(Excerpts from a dataset)
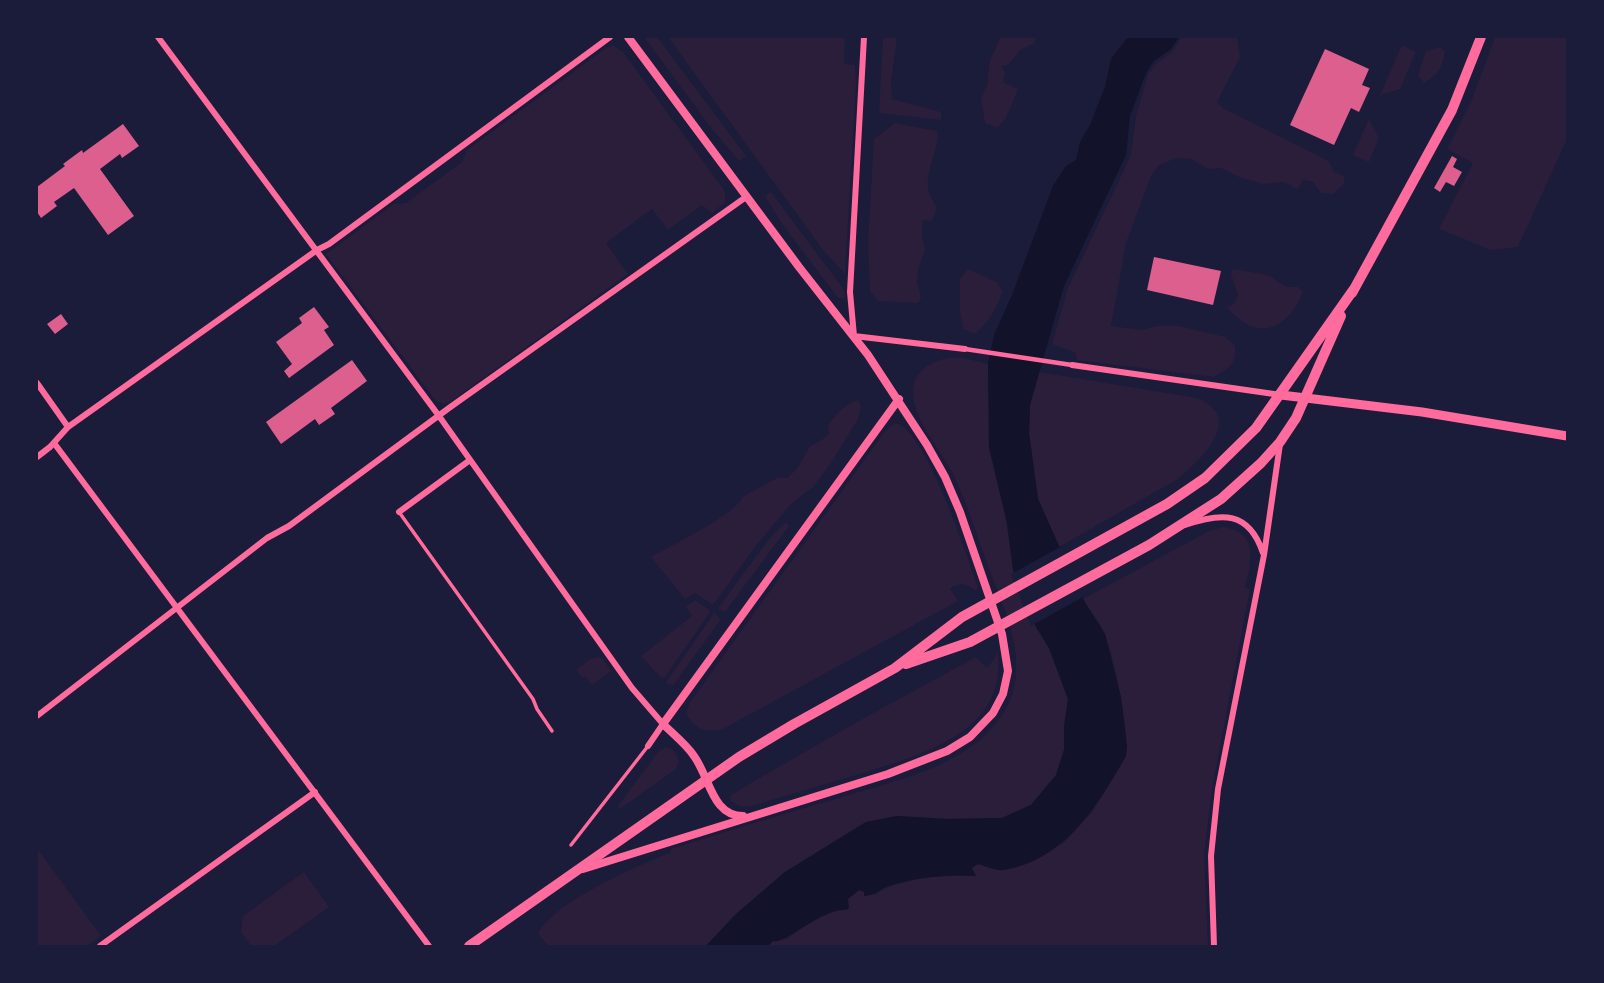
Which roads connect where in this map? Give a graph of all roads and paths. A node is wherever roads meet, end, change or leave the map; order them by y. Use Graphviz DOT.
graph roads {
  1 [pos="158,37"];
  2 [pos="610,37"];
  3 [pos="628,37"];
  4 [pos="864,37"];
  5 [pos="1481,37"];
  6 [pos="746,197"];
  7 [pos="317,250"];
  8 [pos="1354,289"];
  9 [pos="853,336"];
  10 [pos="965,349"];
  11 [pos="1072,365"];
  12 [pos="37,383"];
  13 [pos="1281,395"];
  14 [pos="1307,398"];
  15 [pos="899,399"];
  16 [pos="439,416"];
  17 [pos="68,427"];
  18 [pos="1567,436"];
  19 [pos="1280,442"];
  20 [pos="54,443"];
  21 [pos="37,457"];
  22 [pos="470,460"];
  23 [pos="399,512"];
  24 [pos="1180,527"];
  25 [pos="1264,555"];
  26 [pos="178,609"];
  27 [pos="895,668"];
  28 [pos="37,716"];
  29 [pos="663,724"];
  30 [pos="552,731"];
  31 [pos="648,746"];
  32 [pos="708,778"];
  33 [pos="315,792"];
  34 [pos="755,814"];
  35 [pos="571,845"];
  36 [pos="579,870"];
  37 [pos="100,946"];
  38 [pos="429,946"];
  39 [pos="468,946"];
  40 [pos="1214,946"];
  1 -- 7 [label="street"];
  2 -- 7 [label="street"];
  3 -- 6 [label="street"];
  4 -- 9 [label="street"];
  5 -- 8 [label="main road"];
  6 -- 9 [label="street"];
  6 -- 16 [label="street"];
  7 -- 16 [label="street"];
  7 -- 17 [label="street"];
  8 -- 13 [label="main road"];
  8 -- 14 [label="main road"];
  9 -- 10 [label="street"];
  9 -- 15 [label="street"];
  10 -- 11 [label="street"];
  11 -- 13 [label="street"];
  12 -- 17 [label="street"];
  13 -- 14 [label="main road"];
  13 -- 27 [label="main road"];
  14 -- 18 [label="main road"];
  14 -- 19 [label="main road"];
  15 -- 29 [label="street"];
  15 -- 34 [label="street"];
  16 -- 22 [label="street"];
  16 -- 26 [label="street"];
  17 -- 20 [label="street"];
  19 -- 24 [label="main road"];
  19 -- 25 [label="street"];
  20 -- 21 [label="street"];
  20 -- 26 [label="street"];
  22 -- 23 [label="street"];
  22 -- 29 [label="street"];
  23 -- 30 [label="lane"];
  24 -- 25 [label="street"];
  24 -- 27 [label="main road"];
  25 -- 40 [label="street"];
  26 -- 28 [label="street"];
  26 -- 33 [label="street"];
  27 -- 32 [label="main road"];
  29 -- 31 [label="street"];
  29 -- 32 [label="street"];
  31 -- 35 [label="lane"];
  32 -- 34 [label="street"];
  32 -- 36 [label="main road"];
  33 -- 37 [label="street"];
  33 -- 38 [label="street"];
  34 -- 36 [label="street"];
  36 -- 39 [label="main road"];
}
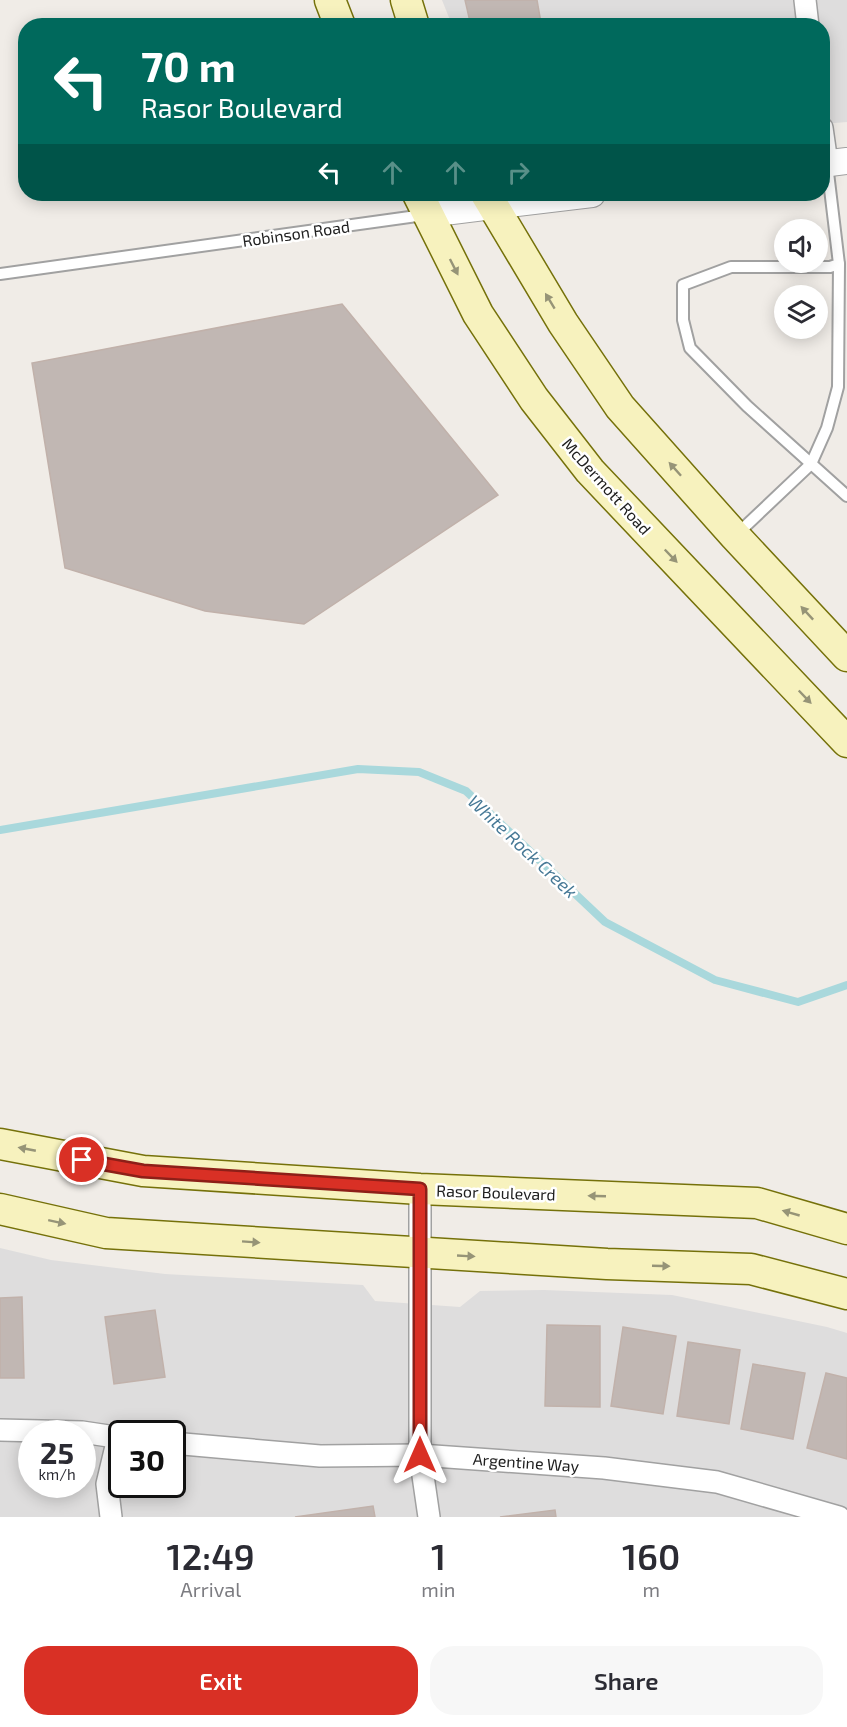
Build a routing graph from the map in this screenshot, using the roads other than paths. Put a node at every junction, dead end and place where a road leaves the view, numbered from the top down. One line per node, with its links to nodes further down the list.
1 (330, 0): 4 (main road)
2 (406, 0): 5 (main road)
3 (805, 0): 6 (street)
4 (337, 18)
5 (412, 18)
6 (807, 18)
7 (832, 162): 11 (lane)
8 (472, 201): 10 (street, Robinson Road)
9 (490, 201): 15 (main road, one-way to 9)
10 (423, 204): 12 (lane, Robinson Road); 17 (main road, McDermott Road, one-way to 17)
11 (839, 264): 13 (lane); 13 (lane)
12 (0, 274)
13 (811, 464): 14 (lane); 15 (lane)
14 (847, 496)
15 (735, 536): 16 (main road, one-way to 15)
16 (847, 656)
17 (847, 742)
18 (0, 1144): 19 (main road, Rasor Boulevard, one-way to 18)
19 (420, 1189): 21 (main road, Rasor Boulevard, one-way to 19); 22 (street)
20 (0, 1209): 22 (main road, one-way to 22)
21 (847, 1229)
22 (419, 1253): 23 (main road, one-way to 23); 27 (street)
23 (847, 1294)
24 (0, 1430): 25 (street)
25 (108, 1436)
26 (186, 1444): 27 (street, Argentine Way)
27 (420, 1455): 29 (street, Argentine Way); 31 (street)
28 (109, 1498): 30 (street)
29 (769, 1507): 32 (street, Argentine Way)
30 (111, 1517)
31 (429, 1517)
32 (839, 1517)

YOUR GOAL →
Whenever a line in the entries holds the word "lane", copy that line.

WRITTEN REPLY →
  23 -- 30 [label="lane"];
  31 -- 35 [label="lane"];
7 (832, 162): 11 (lane)
10 (423, 204): 12 (lane, Robinson Road); 17 (main road, McDermott Road, one-way to 17)
11 (839, 264): 13 (lane); 13 (lane)
13 (811, 464): 14 (lane); 15 (lane)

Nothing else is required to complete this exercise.